Les sorcières de la république ! (qui en plus nous a donné l'occasion de partager un coca light aux chapiteaux du livre) campaient une France dystopique en 2020 dans laquelle il s'était passé des choses historiques pas très reluisantes entre 2017 et 2020 : les déesses de l'olympe étaient venues partager leurs vies avec les humains, le cercle a édicté des lois, la rencontre a dégénéré. Le souci, c'est qu'une amnésie générale et collective a été choisie par référendum fin 2020 et comment alors, faire justice ? 

Delaume signait là ce que je nommerais un peu trop hardiment sûrement son premier roman, et moi je clignais des yeux pour la suivre tellement elle va vite, la Delaume. Ça fuse, c'est fin, drôle et foutrement futé. C'est féministe et pour celles qui suivent collées au radiateur au fond de la classe, cela ne vous aura pas échappé, c'est important pour moi (et c'est peut être un détails pour vous ok). Au delà de cette écriture fulgurante, lire Delaume de ma place à moi c'est aussi partager une culture, une génération, des valeurs, des idées, voire des combats. Chacune le menant de sa place ! 

Cette année, c'est avec Le Coeur synthétique qu'elle déboule. On a vieilli toutes les deux, on prend de l'âge et la confiance qui va avec d'autant que l'on sent bien et on voit bien que la jeunesse se bouge, gronde, qu'on se lève et qu'on se casse, bon même si juste derrière on confine, au moins on se sera entraîné !
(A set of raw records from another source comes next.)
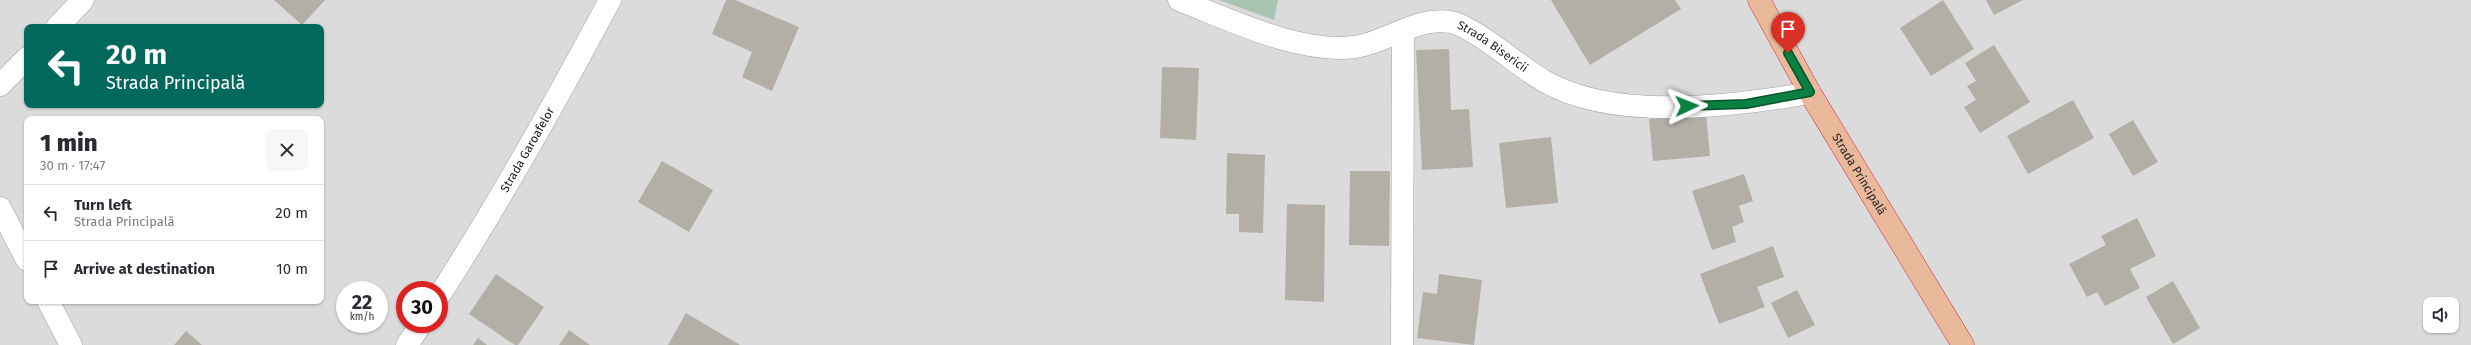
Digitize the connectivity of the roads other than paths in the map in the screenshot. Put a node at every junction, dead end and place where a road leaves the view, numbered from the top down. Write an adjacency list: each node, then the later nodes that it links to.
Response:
1 (83, 0): 5 (street)
2 (610, 0): 12 (street, Strada Garoafelor)
3 (1179, 0): 6 (street, Strada Bisericii)
4 (1759, 0): 9 (highway, Strada Principală)
5 (60, 24)
6 (1403, 31): 9 (street, Strada Bisericii); 17 (street)
7 (24, 61): 8 (street)
8 (0, 85)
9 (1810, 92): 18 (highway, Strada Principală)
10 (0, 208): 11 (street)
11 (24, 254)
12 (448, 282)
13 (50, 304): 15 (street)
14 (415, 333): 16 (street)
15 (71, 345)
16 (407, 345)
17 (1402, 345)
18 (1963, 345)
Dans ce roman Chloé Delaume campe pour notre plus grand plaisir, Adelaïde. Elle est attachée de presse dans une maison d'édition parisienne, elle a 46 piges bien sonnées et elle vient de divorcer. Page blanche nouvel appart et en avant Guingamp. Et là, vous vous en doutez, débutent les emmerdes. Au taf -coucou le monde magique de l'édition et des auteurs qui prend sa pichenette bien sentie- mais aussi et surtout avec les mecs ! L'autre moitié du monde, pas la sororité non, justement l'autre côté. Adelaïde au premier rendez-vous se demande quels verres choisir pour le mariage, forcément ça va coincer, surtout quand Delaume envoie les stats réelles de "à quel point les femmes de 40 ans et plus n'intéressent absolument plus les hommes du même âge" ! Les idées, constat, remarques fusent là encore dans tous les sens, ça "référence" à Charmed, carrément assumée et on glousse de plaisir ! Adelaïde a des copines qu'on voudrait toutes à soi, Adelaïde préférerait être lesbienne, mais... ne l'est pas, Adelaïde finira par prendre un chat, c'est tout de même plus gratifiant. Même si, bon ok, elle l’appellera Perdition ;-)

Lire Delaume quand on partage ses idées c'est se payer un tour de formule 1 alors qu'on a même pas le permis de conduire, c'est grisant, on ouvre les fenêtres et on hurle de joie. Parce que nous, oui, les formule 1 on les équipe d'auto-radio avant toute chose. Chaque titre de chapitre dans Le Coeur Synthétique est un titre de musique, que dis-je ?! Un incontournable. Du coup, on peut même se payer la playlist qui va avec le roman à écouter à fond bien calée dans sa formule 1.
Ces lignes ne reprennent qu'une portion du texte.